• _REQUIREMENT_: Among the entries below, how many lines include the string "nodes"? Answer with only the number.

--------

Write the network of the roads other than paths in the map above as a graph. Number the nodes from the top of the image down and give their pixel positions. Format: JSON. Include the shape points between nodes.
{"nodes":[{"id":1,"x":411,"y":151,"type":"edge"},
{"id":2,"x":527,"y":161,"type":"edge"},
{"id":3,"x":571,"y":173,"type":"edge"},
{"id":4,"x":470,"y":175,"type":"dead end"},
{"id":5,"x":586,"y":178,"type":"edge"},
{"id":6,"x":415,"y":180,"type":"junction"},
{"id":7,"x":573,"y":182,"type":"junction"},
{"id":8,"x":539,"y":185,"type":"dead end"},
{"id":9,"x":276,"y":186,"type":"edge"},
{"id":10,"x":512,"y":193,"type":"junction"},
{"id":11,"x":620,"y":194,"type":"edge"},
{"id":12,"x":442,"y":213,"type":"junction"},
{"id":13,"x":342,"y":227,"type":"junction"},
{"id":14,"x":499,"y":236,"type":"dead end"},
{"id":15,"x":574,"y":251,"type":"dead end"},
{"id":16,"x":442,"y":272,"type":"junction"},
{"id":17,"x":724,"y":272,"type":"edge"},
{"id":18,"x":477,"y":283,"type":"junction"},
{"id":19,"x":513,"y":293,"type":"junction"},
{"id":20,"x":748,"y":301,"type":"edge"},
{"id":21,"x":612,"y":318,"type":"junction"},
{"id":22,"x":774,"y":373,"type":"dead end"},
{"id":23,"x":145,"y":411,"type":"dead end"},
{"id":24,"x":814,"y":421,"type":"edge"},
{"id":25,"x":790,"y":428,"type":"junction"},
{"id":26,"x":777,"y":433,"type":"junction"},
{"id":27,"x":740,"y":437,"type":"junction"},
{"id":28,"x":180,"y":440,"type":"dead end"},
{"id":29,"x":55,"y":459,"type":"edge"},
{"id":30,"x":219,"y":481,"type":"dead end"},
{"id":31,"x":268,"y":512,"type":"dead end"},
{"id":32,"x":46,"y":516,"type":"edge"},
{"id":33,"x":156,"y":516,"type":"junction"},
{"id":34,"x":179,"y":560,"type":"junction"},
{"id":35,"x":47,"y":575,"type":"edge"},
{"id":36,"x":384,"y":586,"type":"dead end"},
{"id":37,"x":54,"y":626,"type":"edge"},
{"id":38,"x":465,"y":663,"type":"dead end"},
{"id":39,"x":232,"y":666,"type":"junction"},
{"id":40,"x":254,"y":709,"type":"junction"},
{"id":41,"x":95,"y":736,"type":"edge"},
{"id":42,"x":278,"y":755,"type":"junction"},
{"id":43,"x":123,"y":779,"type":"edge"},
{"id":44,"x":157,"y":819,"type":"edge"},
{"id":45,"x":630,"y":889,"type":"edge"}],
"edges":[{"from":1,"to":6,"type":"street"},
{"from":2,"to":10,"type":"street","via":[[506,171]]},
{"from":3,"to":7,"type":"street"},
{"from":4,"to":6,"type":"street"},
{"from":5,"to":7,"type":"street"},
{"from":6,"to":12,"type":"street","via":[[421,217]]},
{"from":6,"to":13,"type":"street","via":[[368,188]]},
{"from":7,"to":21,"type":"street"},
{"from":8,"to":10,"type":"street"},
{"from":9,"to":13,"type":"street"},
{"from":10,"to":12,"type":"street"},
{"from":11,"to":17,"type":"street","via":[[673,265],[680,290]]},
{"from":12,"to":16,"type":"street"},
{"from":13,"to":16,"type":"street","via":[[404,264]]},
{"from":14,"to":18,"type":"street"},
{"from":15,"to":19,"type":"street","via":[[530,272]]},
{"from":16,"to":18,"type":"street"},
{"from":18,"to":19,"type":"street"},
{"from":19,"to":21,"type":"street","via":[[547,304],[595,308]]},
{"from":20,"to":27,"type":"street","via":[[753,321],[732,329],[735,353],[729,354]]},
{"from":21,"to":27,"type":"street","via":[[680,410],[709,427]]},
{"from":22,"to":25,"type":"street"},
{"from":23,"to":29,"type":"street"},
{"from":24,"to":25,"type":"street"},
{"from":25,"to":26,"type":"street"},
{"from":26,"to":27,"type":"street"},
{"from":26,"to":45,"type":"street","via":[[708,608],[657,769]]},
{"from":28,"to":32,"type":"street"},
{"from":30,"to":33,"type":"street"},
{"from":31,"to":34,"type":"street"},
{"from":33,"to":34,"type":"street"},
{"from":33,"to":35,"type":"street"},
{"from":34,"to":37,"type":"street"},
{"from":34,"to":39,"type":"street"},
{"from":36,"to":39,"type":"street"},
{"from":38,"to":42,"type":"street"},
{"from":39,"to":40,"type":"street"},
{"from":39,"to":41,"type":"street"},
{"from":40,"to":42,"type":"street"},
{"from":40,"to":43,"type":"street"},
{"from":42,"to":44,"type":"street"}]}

--------

• _WORKED SOLUTION_: 2